TRUST ISSUE

DEAREST MERCURY—I'm sorry, but it's my solemn duty to inform you that you are not allowed to jump on the "Soccer Is Cool" bandwagon ["'Who Cares About Soccer?'" Feature, July 8]. Correct me if I'm wrong, but is the Mercury not the same paper that paid little attention to the Timbers during their meteoric rise through the United Soccer Leagues from 2001 to the present day? Are you not the same publication [that] strived to crucify Merritt Paulson for busting his ass to bring Major League Soccer to Portland? Now you're trying to pull an about-face and embrace soccer because your legions of hipster fuckwads have decided that soccer is cool. Soccer is going to succeed and flourish in this city, and you are going to have nothing to do with it, Mercury. Oh, and Portland Mercury? I'm confident in saying that you have a long way to go before you earn the trust of the loyal and growing soccer community of Portland, Oregon.

-General Zod

POWELL'S TRANSIT SQUARE

It seems to me that the couplet may be a good idea, but what I think is missing in this article is mention of the fact that a streetcar included in the couplet would effectively create a "transit square" around Powell's ["Battle over Burnside," News, July 8]. Not even Pioneer Courthouse Square has this, with all sides surrounded by public transit, much less rail lines. Thus, I think it would be fair to say that [Michael] Powell has an additional vested interest in seeing this project happen.

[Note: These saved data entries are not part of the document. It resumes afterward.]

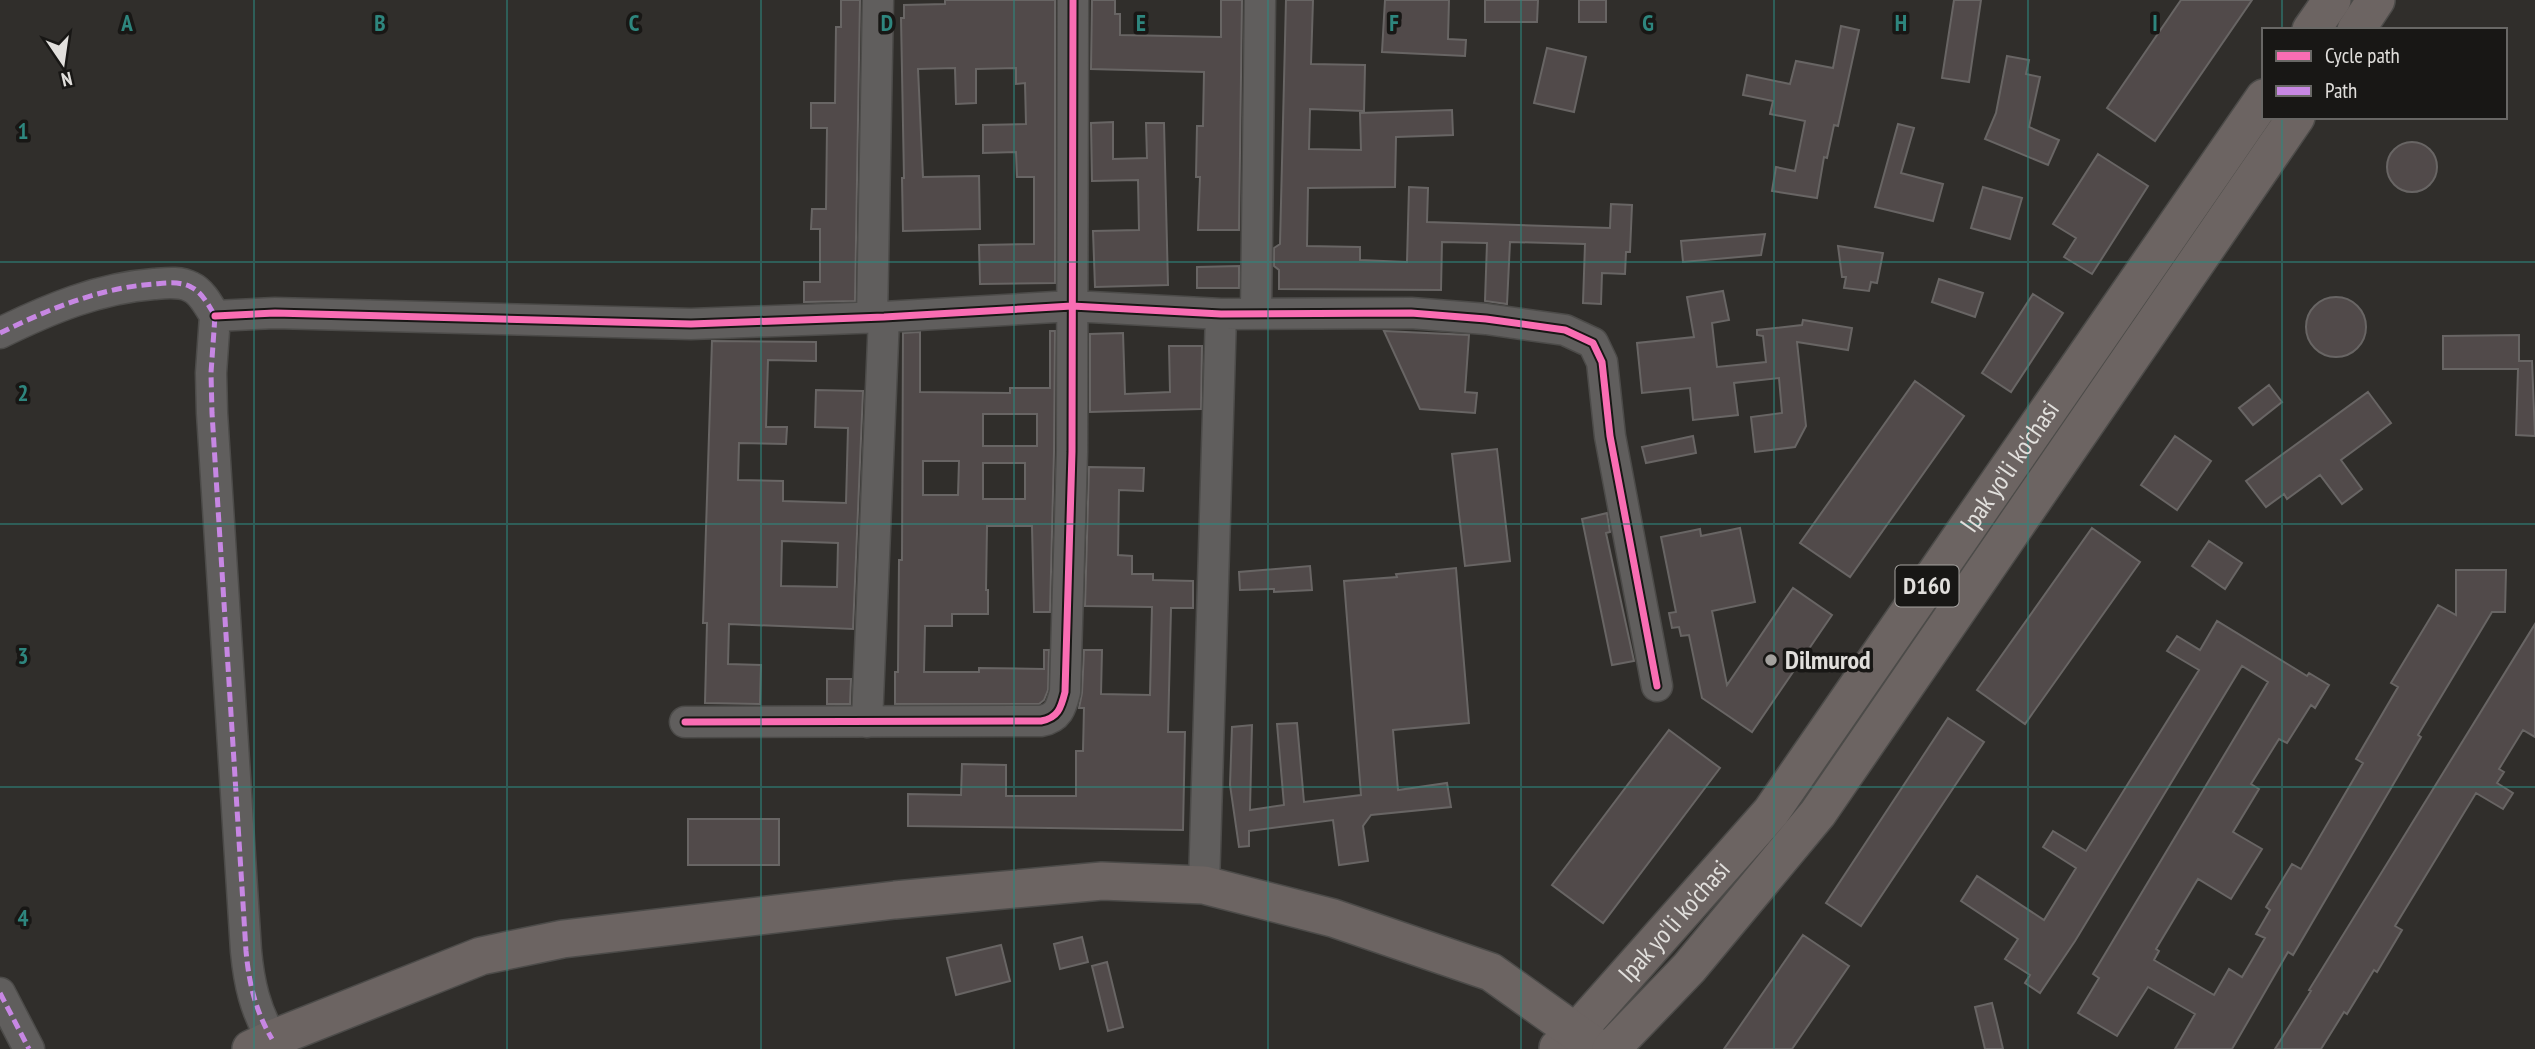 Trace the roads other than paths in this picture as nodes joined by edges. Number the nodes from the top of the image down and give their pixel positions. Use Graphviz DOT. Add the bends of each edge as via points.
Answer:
graph roads {
  1 [pos="878,0"];
  2 [pos="1073,0"];
  3 [pos="1260,0"];
  4 [pos="2332,0"];
  5 [pos="2376,0"];
  6 [pos="2312,28"];
  7 [pos="2357,28"];
  8 [pos="2262,101"];
  9 [pos="2295,119"];
  10 [pos="1072,306"];
  11 [pos="1256,312"];
  12 [pos="1221,314"];
  13 [pos="215,316"];
  14 [pos="878,318"];
  15 [pos="0,332"];
  16 [pos="1657,686"];
  17 [pos="685,722"];
  18 [pos="867,722"];
  19 [pos="1204,885"];
  20 [pos="0,993"];
  21 [pos="1578,1043"];
  22 [pos="261,1044"];
  23 [pos="29,1049"];
  24 [pos="1611,1049"];
  1 -- 14 [label="street"];
  2 -- 10 [label="street"];
  3 -- 11 [label="street"];
  4 -- 6 [label="main road"];
  5 -- 7 [label="main road"];
  8 -- 21 [label="main road, Ipak yo'li ko'chasi / D160" via="1772,812"];
  9 -- 24 [label="main road, Ipak yo'li ko'chasi / D160" via="1818,813 1689,968"];
  10 -- 12 [label="street"];
  10 -- 14 [label="street"];
  10 -- 18 [label="street" via="1070,586 1065,692 1059,712 1041,721"];
  11 -- 12 [label="street"];
  11 -- 16 [label="street" via="1411,313 1486,319 1565,330 1593,343 1606,382 1611,436"];
  12 -- 19 [label="street"];
  13 -- 14 [label="street" via="275,313 691,324"];
  13 -- 15 [label="street" via="193,287 162,283 70,302"];
  13 -- 22 [label="street" via="212,413 246,951"];
  14 -- 18 [label="street"];
  17 -- 18 [label="street"];
  19 -- 21 [label="main road" via="1333,919 1491,972"];
  19 -- 22 [label="main road" via="1102,881 563,939 481,956"];
  20 -- 23 [label="street"];
}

-posted by Daniel Ronan on portlandmercury.com

HOTNESS

DEAR MERCURY—I am writing to commend the lovely lady who wrote last week's I, Anonymous ["New Young Sting," July 8]. As a young female, I am ridiculously sick of certain types of men who invasively approach me. Yes, it is nice to know that someone thinks you look good, but it is frustrating and annoying to have to deal with certain guys who think any girl in a sundress is trying to gain their attention. It's nice to enjoy the view, but it's another thing entirely to wolf whistle at a girl on the streets and yell "Nice tits!" out the window of your truck.

-Molly Miller

FLIRT SHOULDN'T HURT

Men, y'all need to relax and chill out ["New Young Sting," I, Anonymous, July 8]. If I were a woman, I'd be pretty freaked out by some of the almost violent comments on this thread. On the other hand, some of the women are positively ageist and sexist in their comments. No one is guaranteed amorous attention from anyone. No wonder so many people in Portland are frustrated, if this thread is any indication. Between sleazy guys making oily comments and needlessly cruel gals berating lonely old men, it's a wonder anybody has a peaceful cup of joe in this town. It's not that hard being polite and friendly and respectful, really. Just try it once. A lot of guys, including decent ones, can lose their confidence if they keep striking out so cut 'em some slack, even if you find them a bit awkward and off-putting. And a lot of women have been victimized by violent men, so it pays to not act like another one of them and be aware that many women are scared of men coming on too strongly. Okay, back to flirting.

-posted by Mr. Freedom

YES, LET'S GET BACK to flirting in the sun, please, Mr. Freedom. You win the letter of the week, and get two tickets to the Laurelhurst Theater and lunch at No Fish! Go Fish! where healthy flirting habits flourish.